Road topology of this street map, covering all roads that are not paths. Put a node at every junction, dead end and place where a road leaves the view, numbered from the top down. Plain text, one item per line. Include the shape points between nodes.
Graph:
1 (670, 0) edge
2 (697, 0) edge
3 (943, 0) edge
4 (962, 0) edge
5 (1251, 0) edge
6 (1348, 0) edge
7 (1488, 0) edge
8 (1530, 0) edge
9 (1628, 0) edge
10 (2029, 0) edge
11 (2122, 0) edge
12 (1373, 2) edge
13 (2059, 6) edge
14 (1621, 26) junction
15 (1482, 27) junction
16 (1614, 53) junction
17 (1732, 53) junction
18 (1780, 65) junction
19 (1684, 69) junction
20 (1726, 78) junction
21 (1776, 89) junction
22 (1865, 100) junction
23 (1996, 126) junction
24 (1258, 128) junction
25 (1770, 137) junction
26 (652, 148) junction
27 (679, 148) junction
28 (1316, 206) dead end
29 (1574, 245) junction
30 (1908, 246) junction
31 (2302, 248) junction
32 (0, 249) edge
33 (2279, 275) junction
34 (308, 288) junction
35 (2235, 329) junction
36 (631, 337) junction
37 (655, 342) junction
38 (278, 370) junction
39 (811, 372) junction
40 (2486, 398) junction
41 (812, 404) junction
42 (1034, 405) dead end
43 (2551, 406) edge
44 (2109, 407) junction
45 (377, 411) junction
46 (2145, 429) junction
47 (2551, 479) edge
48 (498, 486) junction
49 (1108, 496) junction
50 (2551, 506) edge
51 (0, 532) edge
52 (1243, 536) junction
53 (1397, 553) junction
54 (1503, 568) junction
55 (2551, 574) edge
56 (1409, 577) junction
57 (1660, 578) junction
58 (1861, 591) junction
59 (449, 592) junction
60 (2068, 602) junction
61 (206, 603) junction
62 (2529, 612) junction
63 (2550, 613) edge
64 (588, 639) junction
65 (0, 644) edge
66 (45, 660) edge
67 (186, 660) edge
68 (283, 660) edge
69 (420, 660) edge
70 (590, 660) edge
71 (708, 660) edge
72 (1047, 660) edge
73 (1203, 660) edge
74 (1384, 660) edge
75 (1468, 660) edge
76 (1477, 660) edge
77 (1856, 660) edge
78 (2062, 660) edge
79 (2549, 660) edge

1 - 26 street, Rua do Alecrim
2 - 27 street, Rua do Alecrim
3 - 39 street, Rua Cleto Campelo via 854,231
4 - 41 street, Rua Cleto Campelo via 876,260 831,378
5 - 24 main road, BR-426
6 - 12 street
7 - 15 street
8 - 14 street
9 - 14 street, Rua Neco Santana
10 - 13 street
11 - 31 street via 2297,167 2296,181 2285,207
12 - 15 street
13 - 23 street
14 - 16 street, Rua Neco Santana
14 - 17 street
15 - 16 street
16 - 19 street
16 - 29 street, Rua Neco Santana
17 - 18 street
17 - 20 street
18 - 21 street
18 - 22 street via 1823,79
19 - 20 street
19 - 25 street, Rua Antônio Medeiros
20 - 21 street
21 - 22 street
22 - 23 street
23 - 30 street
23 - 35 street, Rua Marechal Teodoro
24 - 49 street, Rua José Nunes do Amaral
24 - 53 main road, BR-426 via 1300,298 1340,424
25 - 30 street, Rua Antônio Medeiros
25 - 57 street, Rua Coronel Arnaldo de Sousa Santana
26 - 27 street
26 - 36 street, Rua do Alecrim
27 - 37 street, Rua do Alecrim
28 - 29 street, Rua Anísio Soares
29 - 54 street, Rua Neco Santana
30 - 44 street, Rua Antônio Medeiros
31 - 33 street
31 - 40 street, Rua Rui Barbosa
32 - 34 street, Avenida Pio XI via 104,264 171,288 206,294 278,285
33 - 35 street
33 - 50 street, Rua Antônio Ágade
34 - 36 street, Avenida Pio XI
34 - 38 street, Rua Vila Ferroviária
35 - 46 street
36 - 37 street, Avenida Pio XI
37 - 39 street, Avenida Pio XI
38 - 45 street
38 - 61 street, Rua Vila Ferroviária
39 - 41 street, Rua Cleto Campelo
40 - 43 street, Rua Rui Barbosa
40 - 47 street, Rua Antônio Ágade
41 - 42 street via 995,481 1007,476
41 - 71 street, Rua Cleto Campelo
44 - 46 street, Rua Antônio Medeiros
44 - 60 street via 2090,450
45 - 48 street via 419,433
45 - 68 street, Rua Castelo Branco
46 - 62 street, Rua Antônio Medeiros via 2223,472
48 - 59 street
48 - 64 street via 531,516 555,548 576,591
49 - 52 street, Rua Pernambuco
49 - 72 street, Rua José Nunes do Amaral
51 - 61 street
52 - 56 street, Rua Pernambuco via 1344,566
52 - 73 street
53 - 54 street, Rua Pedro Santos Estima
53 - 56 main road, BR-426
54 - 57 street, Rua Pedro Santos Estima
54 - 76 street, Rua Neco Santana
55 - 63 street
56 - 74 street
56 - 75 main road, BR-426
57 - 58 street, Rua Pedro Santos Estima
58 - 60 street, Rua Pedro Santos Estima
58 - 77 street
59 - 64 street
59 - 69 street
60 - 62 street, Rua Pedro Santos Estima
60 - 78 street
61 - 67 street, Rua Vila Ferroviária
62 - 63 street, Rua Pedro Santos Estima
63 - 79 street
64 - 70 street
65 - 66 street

### WORK ITEM
Word for word, restate the material above.

### RESULT FOR THIS EXERCISE
Road topology of this street map, covering all roads that are not paths. Put a node at every junction, dead end and place where a road leaves the view, numbered from the top down. Plain text, one item per line. Include the shape points between nodes.
Graph:
1 (670, 0) edge
2 (697, 0) edge
3 (943, 0) edge
4 (962, 0) edge
5 (1251, 0) edge
6 (1348, 0) edge
7 (1488, 0) edge
8 (1530, 0) edge
9 (1628, 0) edge
10 (2029, 0) edge
11 (2122, 0) edge
12 (1373, 2) edge
13 (2059, 6) edge
14 (1621, 26) junction
15 (1482, 27) junction
16 (1614, 53) junction
17 (1732, 53) junction
18 (1780, 65) junction
19 (1684, 69) junction
20 (1726, 78) junction
21 (1776, 89) junction
22 (1865, 100) junction
23 (1996, 126) junction
24 (1258, 128) junction
25 (1770, 137) junction
26 (652, 148) junction
27 (679, 148) junction
28 (1316, 206) dead end
29 (1574, 245) junction
30 (1908, 246) junction
31 (2302, 248) junction
32 (0, 249) edge
33 (2279, 275) junction
34 (308, 288) junction
35 (2235, 329) junction
36 (631, 337) junction
37 (655, 342) junction
38 (278, 370) junction
39 (811, 372) junction
40 (2486, 398) junction
41 (812, 404) junction
42 (1034, 405) dead end
43 (2551, 406) edge
44 (2109, 407) junction
45 (377, 411) junction
46 (2145, 429) junction
47 (2551, 479) edge
48 (498, 486) junction
49 (1108, 496) junction
50 (2551, 506) edge
51 (0, 532) edge
52 (1243, 536) junction
53 (1397, 553) junction
54 (1503, 568) junction
55 (2551, 574) edge
56 (1409, 577) junction
57 (1660, 578) junction
58 (1861, 591) junction
59 (449, 592) junction
60 (2068, 602) junction
61 (206, 603) junction
62 (2529, 612) junction
63 (2550, 613) edge
64 (588, 639) junction
65 (0, 644) edge
66 (45, 660) edge
67 (186, 660) edge
68 (283, 660) edge
69 (420, 660) edge
70 (590, 660) edge
71 (708, 660) edge
72 (1047, 660) edge
73 (1203, 660) edge
74 (1384, 660) edge
75 (1468, 660) edge
76 (1477, 660) edge
77 (1856, 660) edge
78 (2062, 660) edge
79 (2549, 660) edge

1 - 26 street, Rua do Alecrim
2 - 27 street, Rua do Alecrim
3 - 39 street, Rua Cleto Campelo via 854,231
4 - 41 street, Rua Cleto Campelo via 876,260 831,378
5 - 24 main road, BR-426
6 - 12 street
7 - 15 street
8 - 14 street
9 - 14 street, Rua Neco Santana
10 - 13 street
11 - 31 street via 2297,167 2296,181 2285,207
12 - 15 street
13 - 23 street
14 - 16 street, Rua Neco Santana
14 - 17 street
15 - 16 street
16 - 19 street
16 - 29 street, Rua Neco Santana
17 - 18 street
17 - 20 street
18 - 21 street
18 - 22 street via 1823,79
19 - 20 street
19 - 25 street, Rua Antônio Medeiros
20 - 21 street
21 - 22 street
22 - 23 street
23 - 30 street
23 - 35 street, Rua Marechal Teodoro
24 - 49 street, Rua José Nunes do Amaral
24 - 53 main road, BR-426 via 1300,298 1340,424
25 - 30 street, Rua Antônio Medeiros
25 - 57 street, Rua Coronel Arnaldo de Sousa Santana
26 - 27 street
26 - 36 street, Rua do Alecrim
27 - 37 street, Rua do Alecrim
28 - 29 street, Rua Anísio Soares
29 - 54 street, Rua Neco Santana
30 - 44 street, Rua Antônio Medeiros
31 - 33 street
31 - 40 street, Rua Rui Barbosa
32 - 34 street, Avenida Pio XI via 104,264 171,288 206,294 278,285
33 - 35 street
33 - 50 street, Rua Antônio Ágade
34 - 36 street, Avenida Pio XI
34 - 38 street, Rua Vila Ferroviária
35 - 46 street
36 - 37 street, Avenida Pio XI
37 - 39 street, Avenida Pio XI
38 - 45 street
38 - 61 street, Rua Vila Ferroviária
39 - 41 street, Rua Cleto Campelo
40 - 43 street, Rua Rui Barbosa
40 - 47 street, Rua Antônio Ágade
41 - 42 street via 995,481 1007,476
41 - 71 street, Rua Cleto Campelo
44 - 46 street, Rua Antônio Medeiros
44 - 60 street via 2090,450
45 - 48 street via 419,433
45 - 68 street, Rua Castelo Branco
46 - 62 street, Rua Antônio Medeiros via 2223,472
48 - 59 street
48 - 64 street via 531,516 555,548 576,591
49 - 52 street, Rua Pernambuco
49 - 72 street, Rua José Nunes do Amaral
51 - 61 street
52 - 56 street, Rua Pernambuco via 1344,566
52 - 73 street
53 - 54 street, Rua Pedro Santos Estima
53 - 56 main road, BR-426
54 - 57 street, Rua Pedro Santos Estima
54 - 76 street, Rua Neco Santana
55 - 63 street
56 - 74 street
56 - 75 main road, BR-426
57 - 58 street, Rua Pedro Santos Estima
58 - 60 street, Rua Pedro Santos Estima
58 - 77 street
59 - 64 street
59 - 69 street
60 - 62 street, Rua Pedro Santos Estima
60 - 78 street
61 - 67 street, Rua Vila Ferroviária
62 - 63 street, Rua Pedro Santos Estima
63 - 79 street
64 - 70 street
65 - 66 street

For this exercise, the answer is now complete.